Give the Plaintiffs' difficulty getting an answer from HFC, I attempted to put some bite into the requirement by stating that failure to file the Affidavit would result in an admission that the charges related to a prepetition period. HFC has filed the Affidavit as noted above but the period to which the charges relate is still not clear although it appears that HFC contends that they do not become due until the loan is satisfied as a "restructuring charge."
I had noted in a footnote to the Order that to the extent the charges related to a prepetition period, they would be discharged and collection would violate the discharge injunction of § 524. This gratuitous statement demonstrates the folly of an advisory opinion. As Debtors' plan is a cure plan, the mortgage loan is not being discharged in this proceeding. Thus, the Debtors' discharge is not applicable in this context.
DISCUSSION
In Coffin v. Malvern Federal Savings Bank. 90 F.3d 851 (3d Cir. 1996), following confirmation of the debtor's Chapter 13 plan, the creditor bank filed a motion for relief from the automatic stay to enforce its state law remedies against the debtor's real property. The bankruptcy court denied the motion finding the bank to be bound by the debtor's plan which was not in default.
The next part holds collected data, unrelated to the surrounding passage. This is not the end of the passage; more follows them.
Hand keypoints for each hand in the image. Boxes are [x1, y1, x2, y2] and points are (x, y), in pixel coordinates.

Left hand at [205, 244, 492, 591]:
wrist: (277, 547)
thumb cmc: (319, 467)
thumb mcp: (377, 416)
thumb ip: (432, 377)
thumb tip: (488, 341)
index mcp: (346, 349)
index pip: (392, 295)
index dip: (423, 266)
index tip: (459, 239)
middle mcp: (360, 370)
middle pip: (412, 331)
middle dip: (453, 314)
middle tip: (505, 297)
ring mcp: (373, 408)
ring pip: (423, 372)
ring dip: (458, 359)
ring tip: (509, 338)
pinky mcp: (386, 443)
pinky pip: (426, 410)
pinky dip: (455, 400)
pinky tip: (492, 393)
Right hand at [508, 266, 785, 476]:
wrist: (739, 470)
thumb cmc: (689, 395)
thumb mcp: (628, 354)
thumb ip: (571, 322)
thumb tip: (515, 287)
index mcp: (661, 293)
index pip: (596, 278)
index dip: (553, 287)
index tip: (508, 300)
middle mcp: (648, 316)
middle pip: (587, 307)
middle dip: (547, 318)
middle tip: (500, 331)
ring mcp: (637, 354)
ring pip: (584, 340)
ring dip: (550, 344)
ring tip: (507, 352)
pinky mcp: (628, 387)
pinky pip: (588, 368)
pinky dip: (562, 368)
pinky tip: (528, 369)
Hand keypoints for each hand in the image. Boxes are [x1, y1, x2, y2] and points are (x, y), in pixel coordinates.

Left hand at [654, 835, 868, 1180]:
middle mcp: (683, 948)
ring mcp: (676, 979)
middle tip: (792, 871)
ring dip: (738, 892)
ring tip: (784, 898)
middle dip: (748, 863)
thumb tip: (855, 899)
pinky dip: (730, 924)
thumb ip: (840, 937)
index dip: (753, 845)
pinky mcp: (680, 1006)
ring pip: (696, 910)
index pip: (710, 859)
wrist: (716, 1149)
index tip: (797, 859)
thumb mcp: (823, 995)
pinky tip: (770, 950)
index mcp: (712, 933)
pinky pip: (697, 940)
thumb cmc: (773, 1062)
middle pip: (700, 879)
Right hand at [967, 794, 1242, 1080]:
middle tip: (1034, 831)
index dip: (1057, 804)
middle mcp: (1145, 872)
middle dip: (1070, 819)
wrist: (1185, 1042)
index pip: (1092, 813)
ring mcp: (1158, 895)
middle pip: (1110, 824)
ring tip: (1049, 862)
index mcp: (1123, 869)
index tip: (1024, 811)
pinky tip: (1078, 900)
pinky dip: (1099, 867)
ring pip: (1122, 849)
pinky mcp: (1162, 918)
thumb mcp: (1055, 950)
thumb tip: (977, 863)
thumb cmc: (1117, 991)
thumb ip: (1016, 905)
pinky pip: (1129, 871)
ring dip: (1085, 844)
However, the opinion then noted that the bank's lien on the property was not discharged by the Chapter 13 case and the bank would be free to exercise its remedies upon conclusion of the case. The debtor, although the prevailing party on the motion, appealed what it viewed as an erroneous decision regarding whether the bank's lien survives the bankruptcy case. The Third Circuit Court of Appeals found that it did not have to reach the legal issue since it had no jurisdiction over the appeal. It reasoned that the bankruptcy court's finding that the bank's lien would not be discharged by the Chapter 13 case and that the bank, at the end of the case, would be free to pursue its state law remedies was an advisory opinion. Id. The Court's reasoning is instructive in this case:
The debtor had filed a motion to reconsider that aspect of the decision which was denied by the bankruptcy court. The district court affirmed, and the debtor appealed to the Third Circuit.
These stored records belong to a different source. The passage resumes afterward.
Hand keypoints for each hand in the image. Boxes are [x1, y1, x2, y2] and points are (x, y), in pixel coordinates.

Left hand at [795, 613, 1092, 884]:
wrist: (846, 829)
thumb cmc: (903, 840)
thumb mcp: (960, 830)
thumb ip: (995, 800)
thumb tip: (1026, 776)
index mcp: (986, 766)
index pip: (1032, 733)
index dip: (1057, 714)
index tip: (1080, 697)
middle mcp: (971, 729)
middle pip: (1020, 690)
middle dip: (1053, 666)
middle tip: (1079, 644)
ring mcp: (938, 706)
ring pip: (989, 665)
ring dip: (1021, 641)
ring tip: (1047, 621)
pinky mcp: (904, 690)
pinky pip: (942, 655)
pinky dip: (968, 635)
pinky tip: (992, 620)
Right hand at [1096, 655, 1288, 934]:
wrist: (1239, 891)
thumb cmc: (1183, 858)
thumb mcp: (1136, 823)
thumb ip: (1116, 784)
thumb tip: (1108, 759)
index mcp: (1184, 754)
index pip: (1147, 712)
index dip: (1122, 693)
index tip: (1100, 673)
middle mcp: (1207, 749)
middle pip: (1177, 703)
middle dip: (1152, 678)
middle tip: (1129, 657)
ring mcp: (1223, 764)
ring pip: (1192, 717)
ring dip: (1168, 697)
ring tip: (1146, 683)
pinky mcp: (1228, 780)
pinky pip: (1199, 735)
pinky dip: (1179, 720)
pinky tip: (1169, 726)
Its order denying Coffin's "cryptic" motion for reconsideration decided no actual controversy between the parties: Coffin had not moved for an order of lien avoidance (it is doubtful that he could have done so in any event, see 11 U.S.C. § 522(f)); the issue of whether the lien survived was not before the court for adjudication; and the "finding" it made did not determine whether the Bank would succeed in a subsequent foreclosure action in state court. If the lien survived, it survived by reason of the prior proceedings, including the confirmed Plan, not because of the court's "finding." Were the Bank to go to state court to foreclose on its mortgage, its right to do so would have to be determined by that court in light of its interpretation of the terms of the Confirmed Plan, as well as the terms of the mortgage, applicable state law and, of course, that court's findings of fact. To put it differently, had the bankruptcy court made a "finding" that the Bank's lien did not survive, the state court in the foreclosure proceeding would clearly not be precluded from ordering a foreclosure, if under applicable law the lien remained enforceable; such a finding, not being necessary to the decision, would be mere dictum and not give rise to res judicata or collateral estoppel.
Id.
The instant case likewise present no actual controversy between the parties. While the Debtor, unlike Coffin, has asked this Court to render the opinion, the Adversary is still advisory in nature because it seeks an adjudication as to the nature of HFC's rights after the Chapter 13 plan is fully performed. The dispute has no bearing on this Chapter 13 case. HFC does not seek to amend its allowed claim, and the confirmation order is res judicata as to all issues decided by the Chapter 13 plan.
The Coffin Court made clear that the parties' request that the court take jurisdiction so that the parties might move on, while eliciting sympathy, does not control the outcome since jurisdiction cannot be conferred by consent. Id. at 854. Debtor's argument that this Court was the best forum to decide the issues presented by the Complaint is non-availing for the same reason.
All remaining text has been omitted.